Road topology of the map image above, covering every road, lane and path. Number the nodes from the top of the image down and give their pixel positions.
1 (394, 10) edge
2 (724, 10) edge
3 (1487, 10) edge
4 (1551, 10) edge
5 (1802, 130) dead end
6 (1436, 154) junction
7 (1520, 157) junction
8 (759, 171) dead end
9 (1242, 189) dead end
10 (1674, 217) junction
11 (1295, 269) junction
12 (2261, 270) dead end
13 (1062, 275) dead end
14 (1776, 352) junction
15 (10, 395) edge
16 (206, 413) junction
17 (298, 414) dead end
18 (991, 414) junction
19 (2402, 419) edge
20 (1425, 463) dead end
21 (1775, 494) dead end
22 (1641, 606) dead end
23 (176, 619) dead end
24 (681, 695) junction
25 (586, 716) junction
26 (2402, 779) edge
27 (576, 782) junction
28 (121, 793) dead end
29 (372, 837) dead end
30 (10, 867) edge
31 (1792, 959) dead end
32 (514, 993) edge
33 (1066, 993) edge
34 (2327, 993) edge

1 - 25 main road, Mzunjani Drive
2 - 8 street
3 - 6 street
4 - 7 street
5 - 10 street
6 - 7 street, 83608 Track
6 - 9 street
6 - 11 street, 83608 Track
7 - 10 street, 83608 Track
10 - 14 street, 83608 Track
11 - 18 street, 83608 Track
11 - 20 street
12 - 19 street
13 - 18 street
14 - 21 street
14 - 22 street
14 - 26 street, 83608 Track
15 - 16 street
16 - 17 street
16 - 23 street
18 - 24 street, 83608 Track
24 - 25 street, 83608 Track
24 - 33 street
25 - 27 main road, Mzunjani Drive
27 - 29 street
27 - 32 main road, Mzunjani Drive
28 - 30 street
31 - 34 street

__________________________________________________

■ What is being asked:
Each line in the listing is to be returned exactly.

■ Result:
Road topology of the map image above, covering every road, lane and path. Number the nodes from the top of the image down and give their pixel positions.
1 (394, 10) edge
2 (724, 10) edge
3 (1487, 10) edge
4 (1551, 10) edge
5 (1802, 130) dead end
6 (1436, 154) junction
7 (1520, 157) junction
8 (759, 171) dead end
9 (1242, 189) dead end
10 (1674, 217) junction
11 (1295, 269) junction
12 (2261, 270) dead end
13 (1062, 275) dead end
14 (1776, 352) junction
15 (10, 395) edge
16 (206, 413) junction
17 (298, 414) dead end
18 (991, 414) junction
19 (2402, 419) edge
20 (1425, 463) dead end
21 (1775, 494) dead end
22 (1641, 606) dead end
23 (176, 619) dead end
24 (681, 695) junction
25 (586, 716) junction
26 (2402, 779) edge
27 (576, 782) junction
28 (121, 793) dead end
29 (372, 837) dead end
30 (10, 867) edge
31 (1792, 959) dead end
32 (514, 993) edge
33 (1066, 993) edge
34 (2327, 993) edge

1 - 25 main road, Mzunjani Drive
2 - 8 street
3 - 6 street
4 - 7 street
5 - 10 street
6 - 7 street, 83608 Track
6 - 9 street
6 - 11 street, 83608 Track
7 - 10 street, 83608 Track
10 - 14 street, 83608 Track
11 - 18 street, 83608 Track
11 - 20 street
12 - 19 street
13 - 18 street
14 - 21 street
14 - 22 street
14 - 26 street, 83608 Track
15 - 16 street
16 - 17 street
16 - 23 street
18 - 24 street, 83608 Track
24 - 25 street, 83608 Track
24 - 33 street
25 - 27 main road, Mzunjani Drive
27 - 29 street
27 - 32 main road, Mzunjani Drive
28 - 30 street
31 - 34 street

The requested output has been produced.